=== Section Start ===

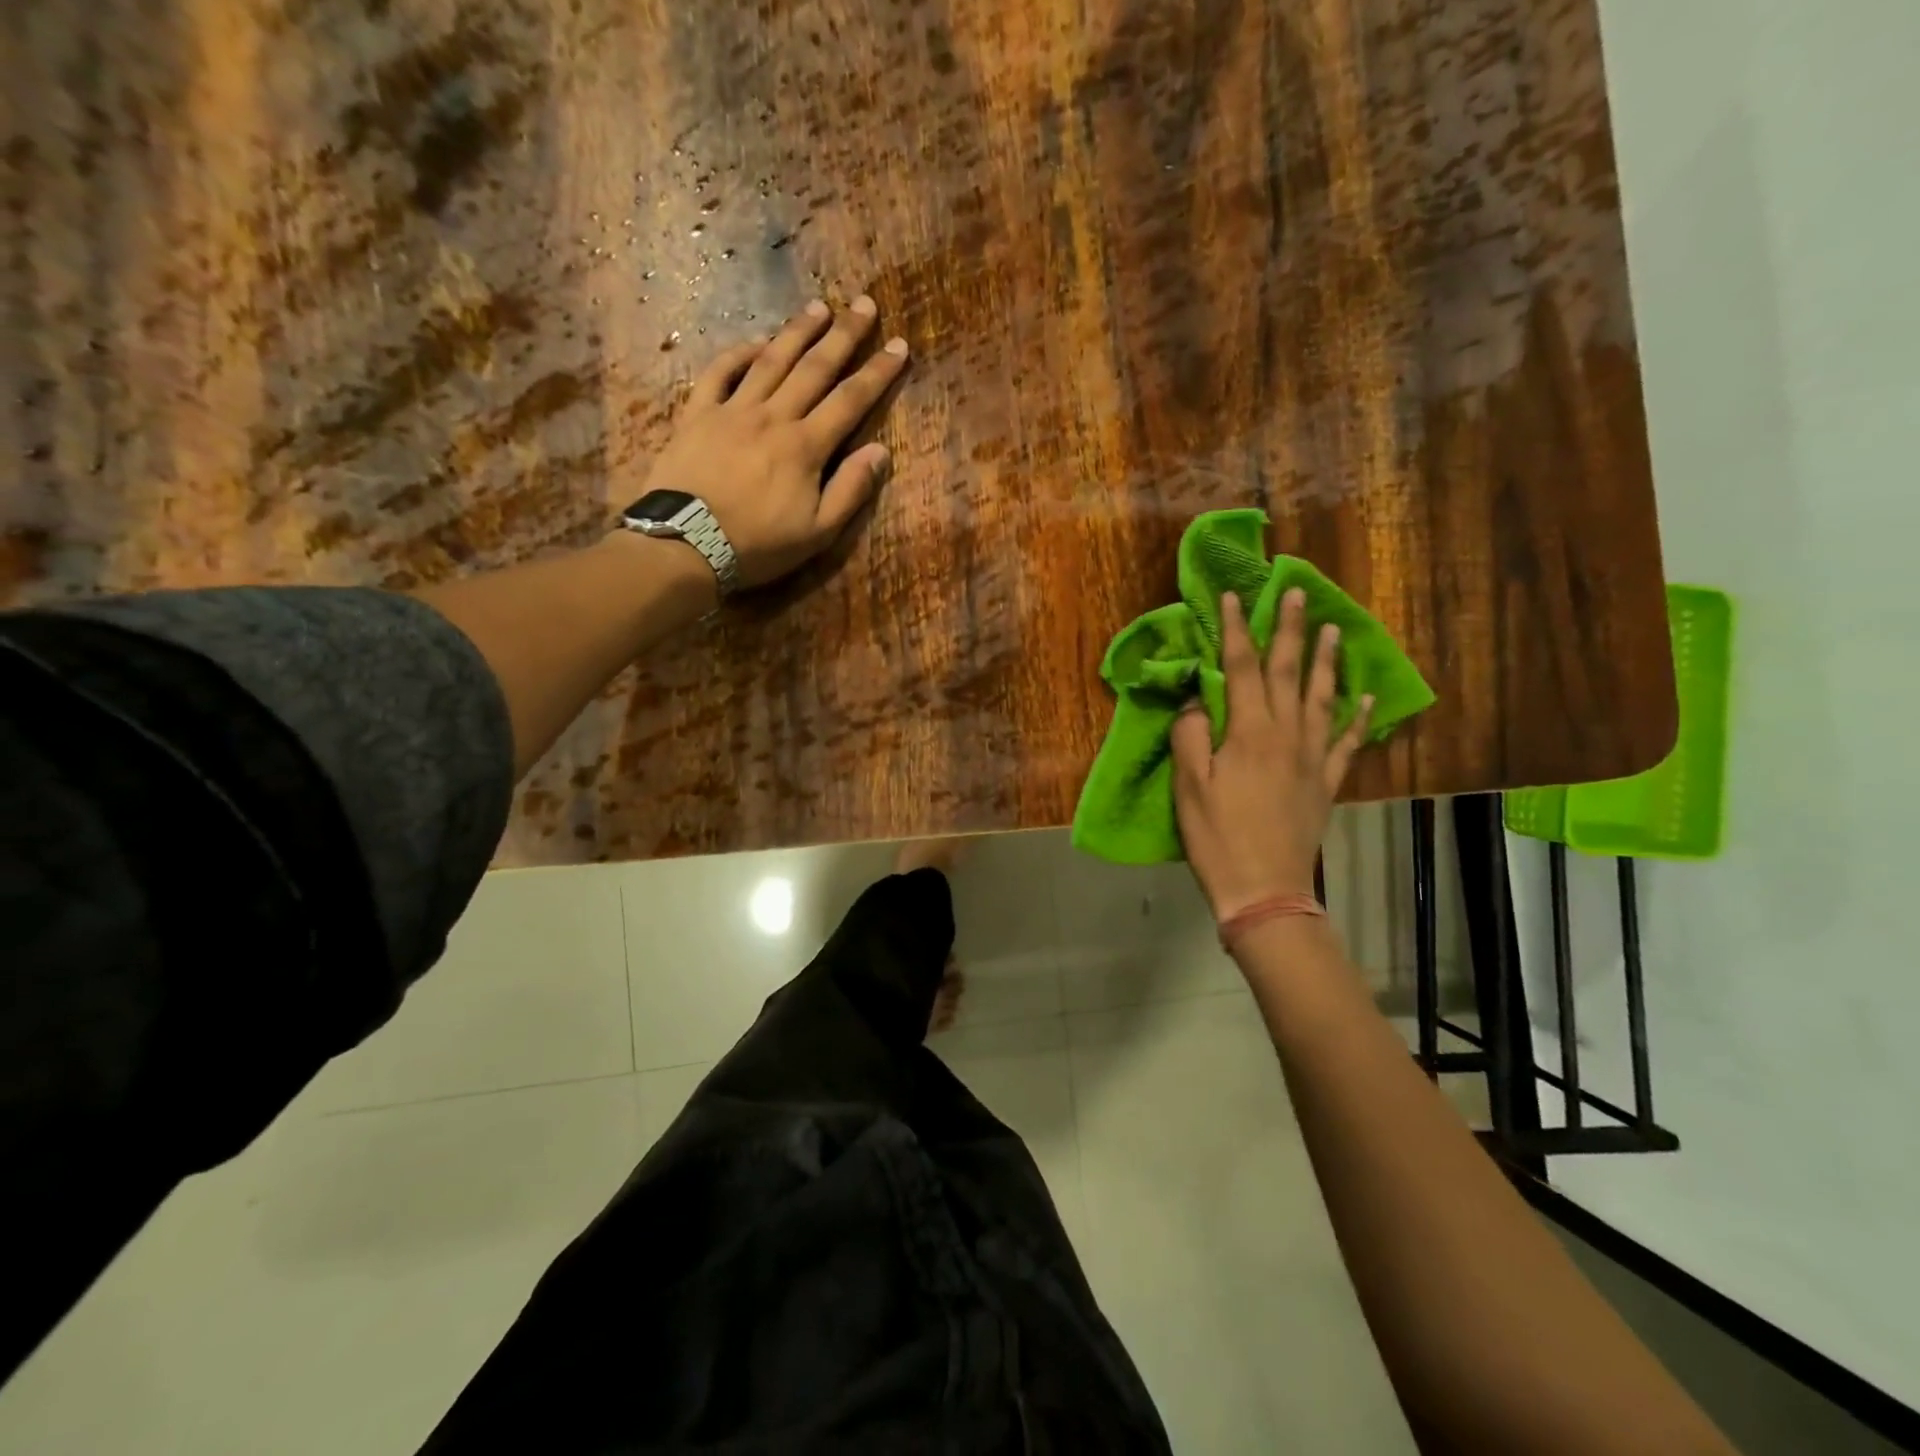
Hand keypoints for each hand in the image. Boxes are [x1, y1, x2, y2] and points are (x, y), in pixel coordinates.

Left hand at [642, 296, 908, 588]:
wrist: (685, 545)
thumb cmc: (758, 545)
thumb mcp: (817, 533)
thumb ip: (850, 490)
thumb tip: (880, 451)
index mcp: (805, 446)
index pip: (850, 400)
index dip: (877, 373)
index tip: (899, 345)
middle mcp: (773, 417)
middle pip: (814, 368)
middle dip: (844, 335)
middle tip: (865, 304)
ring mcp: (732, 411)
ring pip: (770, 361)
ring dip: (797, 332)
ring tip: (819, 307)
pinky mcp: (697, 415)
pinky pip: (719, 373)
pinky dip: (738, 354)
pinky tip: (756, 342)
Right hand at [1172, 589, 1373, 920]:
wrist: (1264, 887)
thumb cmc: (1217, 835)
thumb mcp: (1188, 784)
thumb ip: (1191, 734)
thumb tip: (1198, 699)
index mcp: (1249, 731)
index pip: (1241, 668)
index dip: (1236, 630)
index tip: (1234, 597)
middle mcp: (1286, 733)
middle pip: (1290, 671)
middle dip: (1291, 630)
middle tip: (1296, 594)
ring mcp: (1313, 757)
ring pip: (1323, 697)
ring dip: (1328, 661)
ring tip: (1334, 630)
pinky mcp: (1327, 781)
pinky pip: (1348, 742)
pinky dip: (1358, 717)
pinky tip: (1365, 698)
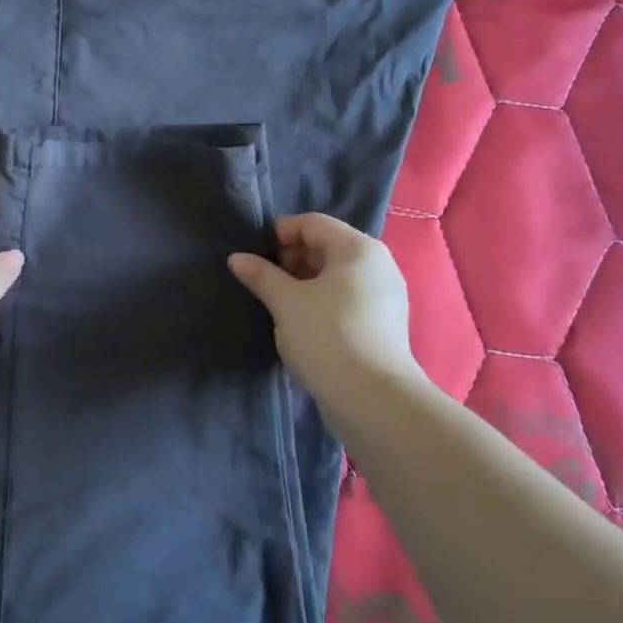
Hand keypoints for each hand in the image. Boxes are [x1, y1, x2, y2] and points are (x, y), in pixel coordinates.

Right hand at [228, 213, 423, 404]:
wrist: (372, 398)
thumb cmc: (327, 336)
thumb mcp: (286, 302)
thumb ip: (261, 275)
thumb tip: (237, 258)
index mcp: (358, 248)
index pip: (313, 223)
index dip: (280, 233)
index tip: (254, 256)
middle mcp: (378, 264)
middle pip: (327, 246)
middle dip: (291, 258)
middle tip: (262, 280)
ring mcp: (384, 295)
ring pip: (336, 275)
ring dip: (303, 282)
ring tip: (276, 302)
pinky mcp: (383, 324)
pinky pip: (346, 298)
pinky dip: (321, 300)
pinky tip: (300, 322)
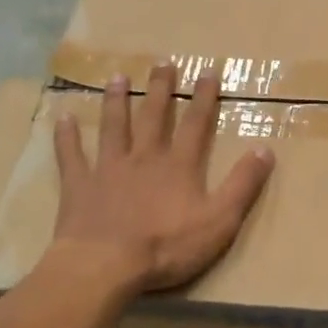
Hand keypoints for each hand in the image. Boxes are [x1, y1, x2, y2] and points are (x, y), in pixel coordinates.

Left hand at [50, 64, 275, 292]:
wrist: (106, 265)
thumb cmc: (167, 247)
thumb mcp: (219, 221)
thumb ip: (242, 185)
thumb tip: (265, 149)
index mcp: (179, 166)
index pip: (196, 125)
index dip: (204, 98)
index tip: (208, 71)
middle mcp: (144, 158)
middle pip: (153, 117)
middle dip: (161, 89)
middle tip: (162, 63)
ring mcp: (108, 169)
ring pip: (113, 127)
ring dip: (116, 101)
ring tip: (118, 78)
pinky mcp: (79, 185)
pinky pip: (71, 155)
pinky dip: (67, 136)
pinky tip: (63, 118)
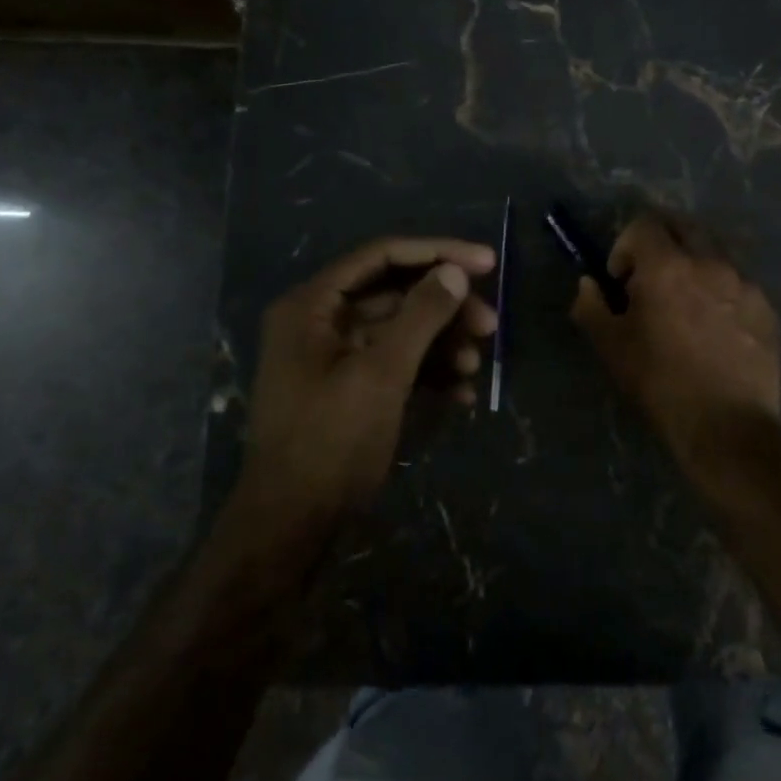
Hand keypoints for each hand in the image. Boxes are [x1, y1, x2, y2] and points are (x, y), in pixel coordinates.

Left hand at [244, 236, 497, 516]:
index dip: (437, 253)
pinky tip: (462, 391)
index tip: (486, 263)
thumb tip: (455, 272)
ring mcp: (334, 356)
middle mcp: (320, 321)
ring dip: (441, 342)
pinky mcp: (349, 387)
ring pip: (399, 329)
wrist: (291, 527)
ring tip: (476, 364)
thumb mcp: (381, 374)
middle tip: (489, 325)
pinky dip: (427, 371)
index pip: (382, 255)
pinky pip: (394, 362)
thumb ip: (421, 315)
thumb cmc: (330, 441)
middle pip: (395, 292)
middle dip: (445, 307)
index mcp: (312, 305)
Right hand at [569, 213, 780, 456]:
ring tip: (687, 308)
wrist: (726, 426)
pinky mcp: (766, 307)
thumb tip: (589, 283)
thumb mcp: (611, 347)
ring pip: (714, 254)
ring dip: (694, 266)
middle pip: (683, 226)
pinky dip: (721, 292)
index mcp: (667, 266)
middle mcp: (710, 262)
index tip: (623, 281)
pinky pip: (738, 283)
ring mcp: (744, 283)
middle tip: (652, 281)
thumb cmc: (660, 383)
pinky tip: (716, 331)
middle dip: (662, 244)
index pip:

=== Section End ===

WORK REQUEST> Only the lines from the start of the material through the line containing "index tip: (254, 256)" should be transcribed. Pictures stay out.

FINISHED EXERCISE>
Hand keypoints for each hand in the image. Boxes are [x1, y1, x2, y2] and points are (x, y), in pixel coordinates.

Left hand at [642, 296, 908, 588]:
wrist: (685, 545)
thumb cmc: (758, 545)
thumb mcp: (817, 533)
thumb ip: (850, 490)
thumb tip: (880, 451)
index mcp: (805, 446)
index pip: (850, 400)
index dip: (877, 373)
index tip: (899, 345)
middle mcp: (773, 417)
middle pip: (814, 368)
middle dip: (844, 335)
middle tip: (865, 304)
ring mcp: (732, 411)
ring pip: (770, 361)
ring dip: (797, 332)
ring tip: (819, 307)
pinky mcp: (697, 415)
pinky pip: (719, 373)
pinky dip: (738, 354)
pinky tip: (756, 342)
Right hand at [1172, 589, 1373, 920]:
wrist: (1264, 887)
thumb cmc: (1217, 835)
thumb mcp: (1188, 784)
thumb ip: (1191, 734)
thumb tip: (1198, 699)
index mcp: (1249, 731)
index pip: (1241, 668)
index dip: (1236, 630)
index tip: (1234, 597)
middle mcp: (1286, 733)
middle pip: (1290, 671)
middle dip: (1291, 630)
middle tip: (1296, 594)
ring mcp: (1313, 757)
ring pip: (1323, 697)
ring dip: (1328, 661)
ring tip: (1334, 630)
pinky mcp: (1327, 781)
pinky pip: (1348, 742)
pinky dip: (1358, 717)
pinky tip: (1365, 698)
Hand keypoints for each hand in the image. Boxes are [x1, y1, x2, y2] and points are (x, y), in pixel coordinates.

Right hand at [228, 213, 423, 404]:
wrist: (372, 398)
thumb cmc: (327, 336)
thumb mcp: (286, 302)
thumb ip: (261, 275)
thumb tip: (237, 258)
index mcp: (358, 248)
index pip: (313, 223)
index dip: (280, 233)
index tip: (254, 256)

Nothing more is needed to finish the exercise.